L’accord de Khartoum ne vous soumet-il pas au bon vouloir des groupes armés, qui jouent le jeu de la paix quand cela leur profite et relancent les hostilités dès que les décisions ne leur conviennent pas ?
« Depuis ma prise de fonction, je ne fais que cela : discuter pour faire taire les armes. »
Non ! Nous avons signé un accord qui prévoit des engagements de la part des uns et des autres. Le gouvernement a vingt et un engagements, les groupes armés en ont dix. Nous avons mis en place des mécanismes de suivi dont l’article 34 mentionne que si on a des difficultés, on se réunit et on discute. C’est ce qui se fait dans le cadre du comité exécutif de suivi. Evidemment, l’appréciation des uns et des autres varie. Il faut donc faire un travail sur les hommes, sur la compréhension de l’accord. C’est ce que nous faisons. Nous avons signé un accord dont tout le monde a vu l’intérêt et nous travaillons sur cette base pour que chacun mesure ses bénéfices. Depuis ma prise de fonction, je ne fais que cela : discuter pour faire taire les armes.Lire aussi
Le chef antibalaka Maxime Mokom est chargé du programme de désarmement des combattants. Sidiki Abbas, dont le groupe est accusé d’avoir massacré 46 personnes près de Paoua en mai, était, avant sa démission, conseiller du premier ministre. N’est-ce pas une prime à l’impunité ?
L’élément fondamental de cet accord est qu’il respecte la Constitution. Notre Constitution dit non à l’impunité et l’accord prend des dispositions pour lutter contre l’impunité.
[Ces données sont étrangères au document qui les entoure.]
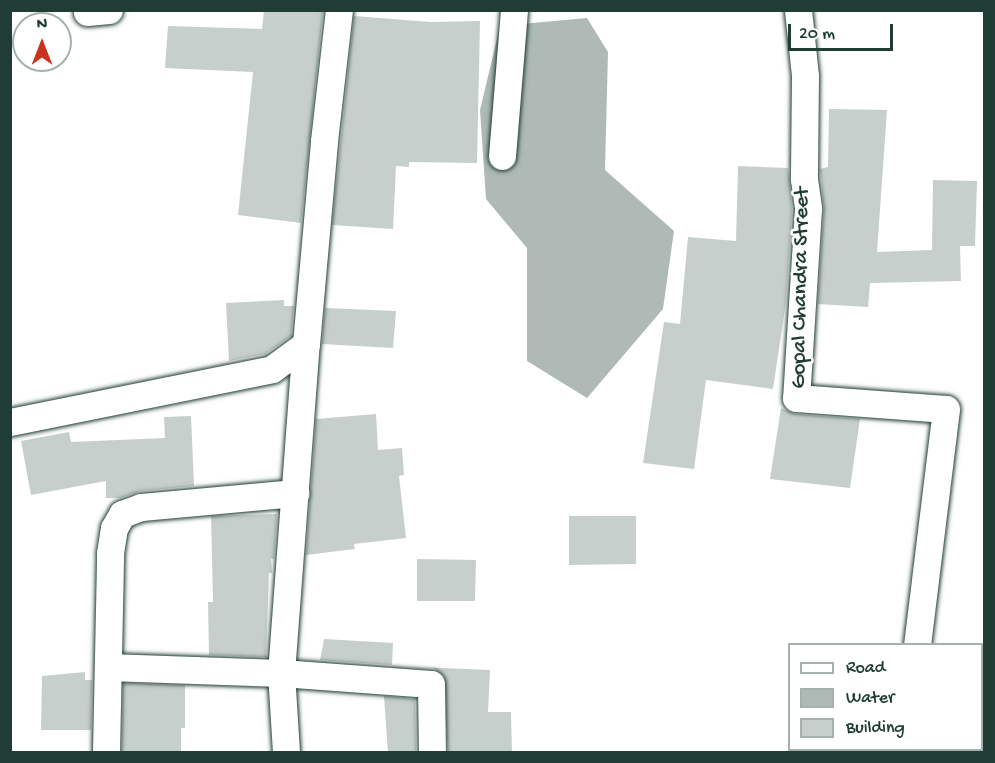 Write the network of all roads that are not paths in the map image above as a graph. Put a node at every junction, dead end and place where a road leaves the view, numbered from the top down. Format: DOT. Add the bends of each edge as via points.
graph roads {
  1 [pos="339,10"];
  2 [pos="514,10"];
  3 [pos="798,10"];
  4 [pos="502,156"];
  5 [pos="306,344"];
  6 [pos="10,422"];
  7 [pos="295,493"];
  8 [pos="917,643"];
  9 [pos="108,667"];
  10 [pos="280,673"];
  11 [pos="106,753"];
  12 [pos="286,753"];
  13 [pos="432,753"];
  1 -- 5 [label="street"];
  2 -- 4 [label="street"];
  3 -- 8 [label="street, Gopal Chandra Street" via="805,76 804,178 808,209 795,398 946,409"];
  5 -- 6 [label="street" via="272,369"];
  5 -- 7 [label="street"];
  7 -- 9 [label="street" via="141,507 122,513 114,528 110,553"];
  7 -- 10 [label="street"];
  9 -- 10 [label="street"];
  9 -- 11 [label="street"];
  10 -- 12 [label="street"];
  10 -- 13 [label="street" via="431,684"];
}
Il n’empêche pas la justice de faire son travail, et le fait que certains soient au gouvernement ne signifie pas que la place est laissée à l’impunité. Tout le monde, y compris les groupes armés, est d’accord pour dire non à l’impunité et rappeler que nous devons aller à la paix et à la justice. Nous avons mis en place une commission inclusive pour identifier et qualifier un certain nombre de crimes. Nous travaillons dans le sens de la lutte contre l’impunité, mais il faut au préalable qu’il y ait la paix, que tout le monde soit rassuré, pour que nous allions vers la justice. La justice sera là.
Une Cour pénale spéciale a vu le jour il y a près d’un an à Bangui, avec pour mission de juger les exactions les plus graves commises depuis 2003. Pourquoi ne pas avoir transféré devant cette juridiction des chefs antibalaka comme MM. Ngaïssona et Rombhot, qui sont aujourd’hui dans l’attente d’un procès devant la Cour pénale internationale (CPI) ?
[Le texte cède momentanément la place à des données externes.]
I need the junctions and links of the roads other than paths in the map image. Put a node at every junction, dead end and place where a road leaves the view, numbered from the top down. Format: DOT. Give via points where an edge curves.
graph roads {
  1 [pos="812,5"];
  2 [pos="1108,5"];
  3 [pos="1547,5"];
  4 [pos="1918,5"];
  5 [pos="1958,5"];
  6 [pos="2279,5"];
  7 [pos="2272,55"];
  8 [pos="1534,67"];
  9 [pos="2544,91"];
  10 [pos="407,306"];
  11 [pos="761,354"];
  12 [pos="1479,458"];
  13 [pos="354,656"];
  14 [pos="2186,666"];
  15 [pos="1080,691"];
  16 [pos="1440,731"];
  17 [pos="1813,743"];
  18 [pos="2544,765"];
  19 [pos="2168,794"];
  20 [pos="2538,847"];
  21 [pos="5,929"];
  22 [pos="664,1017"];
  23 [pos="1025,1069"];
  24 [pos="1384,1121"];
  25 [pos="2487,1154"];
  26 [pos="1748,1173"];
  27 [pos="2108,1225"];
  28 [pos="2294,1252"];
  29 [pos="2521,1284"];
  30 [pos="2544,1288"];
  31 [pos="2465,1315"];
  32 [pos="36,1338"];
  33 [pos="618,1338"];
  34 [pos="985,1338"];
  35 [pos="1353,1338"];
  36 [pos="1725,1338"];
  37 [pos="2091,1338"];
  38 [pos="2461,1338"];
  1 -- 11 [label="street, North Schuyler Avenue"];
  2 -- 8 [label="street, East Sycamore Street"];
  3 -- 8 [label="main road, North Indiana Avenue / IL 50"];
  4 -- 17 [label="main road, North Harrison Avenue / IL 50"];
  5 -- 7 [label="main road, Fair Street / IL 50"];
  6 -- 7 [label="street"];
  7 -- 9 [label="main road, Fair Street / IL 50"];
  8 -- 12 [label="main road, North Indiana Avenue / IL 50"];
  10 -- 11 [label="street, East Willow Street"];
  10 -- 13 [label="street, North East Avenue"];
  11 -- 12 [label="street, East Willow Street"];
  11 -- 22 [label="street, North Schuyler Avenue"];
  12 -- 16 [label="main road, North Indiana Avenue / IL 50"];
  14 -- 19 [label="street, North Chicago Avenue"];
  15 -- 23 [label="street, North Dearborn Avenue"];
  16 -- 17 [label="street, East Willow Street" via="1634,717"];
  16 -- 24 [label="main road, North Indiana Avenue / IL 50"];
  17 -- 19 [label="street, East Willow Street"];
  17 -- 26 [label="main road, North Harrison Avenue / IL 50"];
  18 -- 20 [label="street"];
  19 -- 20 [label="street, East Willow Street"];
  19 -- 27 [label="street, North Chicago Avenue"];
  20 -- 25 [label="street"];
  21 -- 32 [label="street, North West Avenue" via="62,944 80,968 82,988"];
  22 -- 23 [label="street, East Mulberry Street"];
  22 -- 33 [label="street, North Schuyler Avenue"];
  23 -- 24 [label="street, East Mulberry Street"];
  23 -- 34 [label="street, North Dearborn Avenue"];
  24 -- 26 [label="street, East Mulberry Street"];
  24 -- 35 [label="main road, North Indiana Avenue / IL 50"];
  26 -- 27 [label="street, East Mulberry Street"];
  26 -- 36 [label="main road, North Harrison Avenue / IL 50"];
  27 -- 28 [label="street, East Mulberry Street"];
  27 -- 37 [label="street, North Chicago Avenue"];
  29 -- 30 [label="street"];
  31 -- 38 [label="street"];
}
Nous n’étions pas informés que la CPI devait arrêter M. Ngaïssona. Il a été arrêté en France. M. Rombhot, lui, a été arrêté dans le cadre de l’accord que nous avons avec la CPI. Je pense qu’aujourd’hui, la Cour pénale spéciale a les moyens de commencer son travail et d’atteindre ses objectifs.Lire aussi
Vous avez été élu à la présidence il y a un peu plus de trois ans. La majeure partie du territoire échappe encore à l’autorité de l’Etat. Jusqu’à quel point pensez-vous avoir les commandes du pays ?
« Nous sommes un Etat en reconstruction. C’est une période difficile qui demande la mobilisation de tout le monde. »
Vous savez quel était l’état de notre pays au moment de l’élection. Nous sortons de crise et les séquelles sont nombreuses. Il y a le problème de l’insécurité, une armée totalement effondrée que nous reconstruisons pour la redéployer, une administration en lambeaux que nous sommes en train de reconstruire. Nous sommes un Etat en reconstruction. Nous sommes en train de reconquérir la paix et la stabilité pour notre pays. C’est une période assez difficile qui demande la mobilisation de tout le monde. C’est ce que nous sommes en train de faire. Nous avons hérité d’une situation et il faut reconnaître le travail qui est fait pour que le peuple puisse retrouver la quiétude.